Williams v. State

381 S.E.2d 399 | Ga. Ct. App. | 1989

191 Ga. App. 217 (1989)
381 S.E.2d 399

WILLIAMS
v.
THE STATE.

A89A0115.

Court of Appeals of Georgia.

Decided April 3, 1989.

Jones, King & King, David H. Jones, for appellant.

James L. Webb, Solicitor, Richard Edwards, Assistant Solicitor, for appellee.

BENHAM, Judge.

A jury convicted appellant of speeding and driving under the influence of alcohol. He appeals from the judgment of conviction, raising two enumerations of error. We affirm the judgment.

1. Appellant was sentenced to pay a $300 fine and serve a 12 month sentence "suspended on condition [that] . . . Defendant does not drive during [the] next 120 days at anytime for any purpose whatsoever." As a special condition of the suspended sentence, the trial court also stated that "[u]nder Georgia law, the defendant's license automatically will be suspended for the next 120 days and thus defendant's license will be suspended in any event. However, even without that suspension, the court is conditioning the above-suspended sentence on the condition that Defendant not drive during the next 120 days." Appellant contends that the trial court's sentence added a condition to a suspended sentence, which had the effect of placing appellant on probation, in direct conflict with OCGA § 42-8-39. That statute states: "In all criminal cases in which the defendant is found guilty . . . and in which the trial judge after imposing sentence further provides that the execution of the sentence shall be suspended, such provision shall not have the effect of placing the defendant on probation as provided in this article."

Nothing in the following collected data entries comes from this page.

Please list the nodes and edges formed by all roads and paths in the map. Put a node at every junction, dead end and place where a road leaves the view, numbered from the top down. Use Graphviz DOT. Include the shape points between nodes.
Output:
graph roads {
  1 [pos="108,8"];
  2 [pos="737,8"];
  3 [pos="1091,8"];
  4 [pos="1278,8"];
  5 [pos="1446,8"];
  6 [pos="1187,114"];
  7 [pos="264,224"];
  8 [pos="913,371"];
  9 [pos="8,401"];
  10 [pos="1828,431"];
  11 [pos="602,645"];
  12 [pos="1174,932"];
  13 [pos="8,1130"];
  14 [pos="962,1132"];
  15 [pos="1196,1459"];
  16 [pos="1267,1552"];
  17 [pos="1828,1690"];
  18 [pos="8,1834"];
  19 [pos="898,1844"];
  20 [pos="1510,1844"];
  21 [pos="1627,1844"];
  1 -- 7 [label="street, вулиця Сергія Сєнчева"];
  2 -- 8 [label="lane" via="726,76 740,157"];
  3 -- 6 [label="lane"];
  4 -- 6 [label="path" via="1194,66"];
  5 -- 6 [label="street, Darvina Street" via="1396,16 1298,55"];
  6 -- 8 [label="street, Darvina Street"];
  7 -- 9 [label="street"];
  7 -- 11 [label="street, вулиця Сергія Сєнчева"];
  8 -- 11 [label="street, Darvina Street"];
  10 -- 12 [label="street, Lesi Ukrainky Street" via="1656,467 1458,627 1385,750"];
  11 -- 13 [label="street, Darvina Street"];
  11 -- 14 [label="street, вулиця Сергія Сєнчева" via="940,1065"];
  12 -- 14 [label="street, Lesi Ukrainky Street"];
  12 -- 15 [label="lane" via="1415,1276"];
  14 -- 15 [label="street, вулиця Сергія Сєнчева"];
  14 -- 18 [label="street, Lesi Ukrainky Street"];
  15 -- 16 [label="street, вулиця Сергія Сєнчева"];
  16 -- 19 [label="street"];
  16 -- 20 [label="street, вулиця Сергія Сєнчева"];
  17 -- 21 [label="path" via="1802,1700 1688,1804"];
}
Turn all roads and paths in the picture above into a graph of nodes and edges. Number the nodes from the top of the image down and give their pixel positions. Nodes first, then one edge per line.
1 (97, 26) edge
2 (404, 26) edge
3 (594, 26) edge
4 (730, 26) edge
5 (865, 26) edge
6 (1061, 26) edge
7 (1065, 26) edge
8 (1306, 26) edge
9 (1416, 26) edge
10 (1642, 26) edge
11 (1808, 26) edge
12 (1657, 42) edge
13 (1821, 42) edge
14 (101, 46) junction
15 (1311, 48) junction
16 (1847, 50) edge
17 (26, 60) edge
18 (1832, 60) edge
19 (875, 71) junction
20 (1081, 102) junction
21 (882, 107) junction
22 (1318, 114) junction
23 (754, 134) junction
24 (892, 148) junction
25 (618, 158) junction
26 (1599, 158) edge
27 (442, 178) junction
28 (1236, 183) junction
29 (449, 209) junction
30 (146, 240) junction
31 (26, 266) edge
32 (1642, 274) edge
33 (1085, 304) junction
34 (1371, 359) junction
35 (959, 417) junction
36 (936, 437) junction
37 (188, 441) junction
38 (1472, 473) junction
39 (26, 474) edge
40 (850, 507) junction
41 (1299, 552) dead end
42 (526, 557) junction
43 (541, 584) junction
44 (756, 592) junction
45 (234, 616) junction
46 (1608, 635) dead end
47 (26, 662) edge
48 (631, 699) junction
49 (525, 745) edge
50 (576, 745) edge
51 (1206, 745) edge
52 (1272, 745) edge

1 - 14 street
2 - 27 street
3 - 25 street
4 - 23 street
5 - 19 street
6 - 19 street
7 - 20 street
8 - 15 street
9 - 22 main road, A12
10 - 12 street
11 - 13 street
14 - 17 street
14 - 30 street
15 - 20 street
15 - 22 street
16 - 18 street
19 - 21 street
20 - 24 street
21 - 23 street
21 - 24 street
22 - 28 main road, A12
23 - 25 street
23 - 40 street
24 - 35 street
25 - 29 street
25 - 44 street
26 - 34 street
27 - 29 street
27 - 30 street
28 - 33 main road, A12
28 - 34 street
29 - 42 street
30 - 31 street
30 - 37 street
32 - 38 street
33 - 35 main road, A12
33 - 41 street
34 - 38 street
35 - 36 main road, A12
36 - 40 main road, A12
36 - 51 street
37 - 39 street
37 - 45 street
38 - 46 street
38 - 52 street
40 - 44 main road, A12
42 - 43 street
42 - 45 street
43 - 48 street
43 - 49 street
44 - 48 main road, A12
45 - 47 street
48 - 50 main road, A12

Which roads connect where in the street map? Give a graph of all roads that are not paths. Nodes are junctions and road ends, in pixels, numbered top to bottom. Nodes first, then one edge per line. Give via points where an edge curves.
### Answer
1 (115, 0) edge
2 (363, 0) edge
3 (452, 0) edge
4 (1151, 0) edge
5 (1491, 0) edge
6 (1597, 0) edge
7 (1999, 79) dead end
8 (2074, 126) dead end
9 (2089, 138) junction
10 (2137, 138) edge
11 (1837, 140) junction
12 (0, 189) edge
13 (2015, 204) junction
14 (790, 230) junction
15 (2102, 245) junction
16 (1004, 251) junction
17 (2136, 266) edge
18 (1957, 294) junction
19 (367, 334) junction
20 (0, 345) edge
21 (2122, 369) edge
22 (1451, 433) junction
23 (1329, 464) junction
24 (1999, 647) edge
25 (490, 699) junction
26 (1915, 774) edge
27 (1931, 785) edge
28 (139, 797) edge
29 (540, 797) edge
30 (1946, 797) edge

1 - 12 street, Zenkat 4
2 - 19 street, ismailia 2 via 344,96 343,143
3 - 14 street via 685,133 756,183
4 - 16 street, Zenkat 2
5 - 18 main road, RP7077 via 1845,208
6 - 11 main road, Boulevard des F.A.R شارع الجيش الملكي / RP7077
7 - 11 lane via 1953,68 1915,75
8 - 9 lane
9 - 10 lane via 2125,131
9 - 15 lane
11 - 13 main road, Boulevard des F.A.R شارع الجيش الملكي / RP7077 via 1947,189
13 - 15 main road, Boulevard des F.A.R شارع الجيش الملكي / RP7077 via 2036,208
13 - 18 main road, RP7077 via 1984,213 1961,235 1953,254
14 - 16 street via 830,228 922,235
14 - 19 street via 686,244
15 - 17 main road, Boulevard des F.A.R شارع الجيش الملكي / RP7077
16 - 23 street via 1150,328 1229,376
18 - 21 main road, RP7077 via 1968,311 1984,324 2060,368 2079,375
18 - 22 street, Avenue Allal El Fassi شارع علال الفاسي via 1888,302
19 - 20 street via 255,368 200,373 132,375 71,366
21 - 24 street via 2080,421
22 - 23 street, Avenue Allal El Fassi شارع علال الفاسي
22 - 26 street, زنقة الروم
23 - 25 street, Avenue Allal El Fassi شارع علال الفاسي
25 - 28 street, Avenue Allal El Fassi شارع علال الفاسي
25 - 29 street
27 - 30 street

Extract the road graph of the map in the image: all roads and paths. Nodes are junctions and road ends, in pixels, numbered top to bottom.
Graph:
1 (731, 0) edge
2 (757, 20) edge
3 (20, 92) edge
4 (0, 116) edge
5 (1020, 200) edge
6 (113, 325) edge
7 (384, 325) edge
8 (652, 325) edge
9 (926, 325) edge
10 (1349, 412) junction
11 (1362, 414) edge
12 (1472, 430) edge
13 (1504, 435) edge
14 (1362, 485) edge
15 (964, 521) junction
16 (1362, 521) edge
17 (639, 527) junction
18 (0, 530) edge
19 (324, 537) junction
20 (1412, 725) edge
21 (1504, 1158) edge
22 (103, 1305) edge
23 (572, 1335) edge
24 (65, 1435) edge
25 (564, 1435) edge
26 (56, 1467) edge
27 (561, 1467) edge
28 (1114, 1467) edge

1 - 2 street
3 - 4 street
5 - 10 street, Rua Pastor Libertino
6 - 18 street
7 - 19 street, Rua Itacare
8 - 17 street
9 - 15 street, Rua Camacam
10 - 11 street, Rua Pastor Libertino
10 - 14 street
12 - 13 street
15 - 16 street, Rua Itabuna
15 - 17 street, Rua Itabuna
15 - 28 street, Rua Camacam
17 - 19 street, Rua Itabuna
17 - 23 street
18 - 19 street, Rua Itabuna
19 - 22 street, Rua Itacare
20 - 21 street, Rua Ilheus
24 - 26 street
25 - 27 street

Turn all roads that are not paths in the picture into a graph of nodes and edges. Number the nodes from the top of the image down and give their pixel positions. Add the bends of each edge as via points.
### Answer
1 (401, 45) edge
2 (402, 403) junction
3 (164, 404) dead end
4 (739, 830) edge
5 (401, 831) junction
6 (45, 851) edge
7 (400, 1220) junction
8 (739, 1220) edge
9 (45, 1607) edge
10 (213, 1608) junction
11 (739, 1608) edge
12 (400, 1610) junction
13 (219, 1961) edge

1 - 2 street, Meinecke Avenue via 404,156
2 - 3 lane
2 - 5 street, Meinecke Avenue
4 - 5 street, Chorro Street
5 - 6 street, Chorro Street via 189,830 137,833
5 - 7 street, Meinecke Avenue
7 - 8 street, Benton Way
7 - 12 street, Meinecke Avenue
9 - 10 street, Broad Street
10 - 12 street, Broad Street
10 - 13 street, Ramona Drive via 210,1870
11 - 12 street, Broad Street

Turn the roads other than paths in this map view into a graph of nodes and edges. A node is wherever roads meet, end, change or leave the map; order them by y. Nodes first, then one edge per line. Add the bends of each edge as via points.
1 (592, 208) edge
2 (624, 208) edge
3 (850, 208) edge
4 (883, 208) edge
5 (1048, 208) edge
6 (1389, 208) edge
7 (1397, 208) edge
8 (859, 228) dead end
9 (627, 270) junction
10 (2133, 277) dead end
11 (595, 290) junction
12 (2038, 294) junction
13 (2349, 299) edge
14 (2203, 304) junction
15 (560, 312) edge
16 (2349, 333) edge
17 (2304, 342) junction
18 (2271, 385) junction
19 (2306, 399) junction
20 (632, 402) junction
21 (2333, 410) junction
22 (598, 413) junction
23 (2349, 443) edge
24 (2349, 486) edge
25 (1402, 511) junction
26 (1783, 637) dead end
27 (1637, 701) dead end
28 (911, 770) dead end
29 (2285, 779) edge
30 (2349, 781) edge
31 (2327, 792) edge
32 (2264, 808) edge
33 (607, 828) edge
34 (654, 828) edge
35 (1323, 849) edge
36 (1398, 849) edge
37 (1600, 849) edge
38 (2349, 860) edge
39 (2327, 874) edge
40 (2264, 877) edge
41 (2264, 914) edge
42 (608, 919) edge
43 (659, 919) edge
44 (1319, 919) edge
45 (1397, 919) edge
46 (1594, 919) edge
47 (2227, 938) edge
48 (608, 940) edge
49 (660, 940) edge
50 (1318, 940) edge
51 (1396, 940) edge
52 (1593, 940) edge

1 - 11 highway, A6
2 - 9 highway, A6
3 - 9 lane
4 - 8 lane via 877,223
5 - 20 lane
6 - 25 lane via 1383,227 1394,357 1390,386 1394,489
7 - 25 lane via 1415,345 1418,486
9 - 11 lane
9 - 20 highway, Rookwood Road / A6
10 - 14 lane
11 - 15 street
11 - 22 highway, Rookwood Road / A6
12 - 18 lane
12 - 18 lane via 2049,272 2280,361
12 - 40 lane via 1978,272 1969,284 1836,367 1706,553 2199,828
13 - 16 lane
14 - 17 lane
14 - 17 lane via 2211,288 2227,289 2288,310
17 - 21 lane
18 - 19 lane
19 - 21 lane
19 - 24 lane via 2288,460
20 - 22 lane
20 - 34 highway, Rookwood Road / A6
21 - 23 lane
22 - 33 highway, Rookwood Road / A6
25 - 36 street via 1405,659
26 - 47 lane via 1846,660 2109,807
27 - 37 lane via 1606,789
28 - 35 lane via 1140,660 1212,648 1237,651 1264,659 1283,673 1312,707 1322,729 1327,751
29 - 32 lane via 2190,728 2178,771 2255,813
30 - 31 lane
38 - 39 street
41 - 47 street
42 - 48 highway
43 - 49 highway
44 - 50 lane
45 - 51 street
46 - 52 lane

We disagree with appellant's contention. "[OCGA § 42-8-35] sets forth the conditions of probation and gives the [trial] court the authority to determine the terms and conditions thereof. Here we are not concerned with a probated sentence, but one which has been suspended on certain conditions. As previously noted, [OCGA § 42-8-39] specifically provides that suspended sentences shall not have the effect of placing the defendant on probation. The only real distinction between a probated sentence and a suspended sentence is that a probated sentence is served under the supervision of the probation officers *218 pursuant to the `Statewide Probation Act' [cit.], whereas a suspended sentence is served without such supervision, but on such legal terms and conditions as are required by the sentencing judge." Collett v. State, 131 Ga. App. 411 (2) (206 SE2d 70) (1974), rev'd on other grounds, 232 Ga. 668 (208 SE2d 472) (1974). Trial courts have the power to suspend a driver's license as a condition of a probated or suspended sentence for misdemeanor traffic offense convictions. OCGA § 17-10-3 (e) (4); Brock v. State, 165 Ga. App. 150 (299 SE2d 71) (1983). "`On the face of the record the sentence as originally imposed reveals no irregularity. It expressly shows that it is suspended, which, under present law, does not place the offender under the requirements of the probation law.'" Collett, supra at 413. The imposition of the "special condition" about which appellant complains has no adverse effect on appellant. "If the further provision of the sentence that appellant's driver's license be suspended [and that appellant not drive] for this time be error, we do not perceive how it is harmful to appellant since he is prohibited in any event from driving for [120 days]. The suspension of the driver's license is the means employed to enforce this condition, and the court must of necessity have the power to enforce it if it had the power to make it. We fail to perceive any reversible error as enumerated." Falkenhainer v. State, 122 Ga. App. 478, 480 (177 SE2d 380) (1970).

2. During closing argument, the prosecuting attorney argued to the jury that if appellant had not been violating the law by speeding or weaving across the road, the arresting officer would have had no reason to pull appellant over, and that the officer was "just doing his job" when he stopped appellant. Appellant contends that the remarks were improper argument.

Appellant's objection at trial to the first remark was that "it was an improper statement of law." On appeal he takes the position that it was an "improper comment." "`If counsel desires to preserve an objection upon a specific point, the objection must be on that specific ground. . . . [Otherwise,] this court will not consider it. [Cit.]'" Cain v. State, 178 Ga. App. 247 (3) (342 SE2d 742) (1986). As for the "doing his job" remark, our review of the record shows that appellant did not object to that statement when it was made. The prosecuting attorney made the remark and then went on to discuss the reasons for having a jury decide the case, the reason for DUI laws, and commercials about drinking and driving before appellant voiced an objection that apparently was directed to the reference to commercials. It is necessary to object to an alleged irregularity in an attorney's closing argument at the time it is actually made, and failure to do so amounts to a waiver of any objection that might have been raised. August v. State, 180 Ga. App. 510 (2) (349 SE2d 532) (1986). Since appellant failed to make a timely objection, we can take no action as to his *219 enumeration. Id.

Judgment affirmed. Deen, P. J., and Birdsong, J., concur.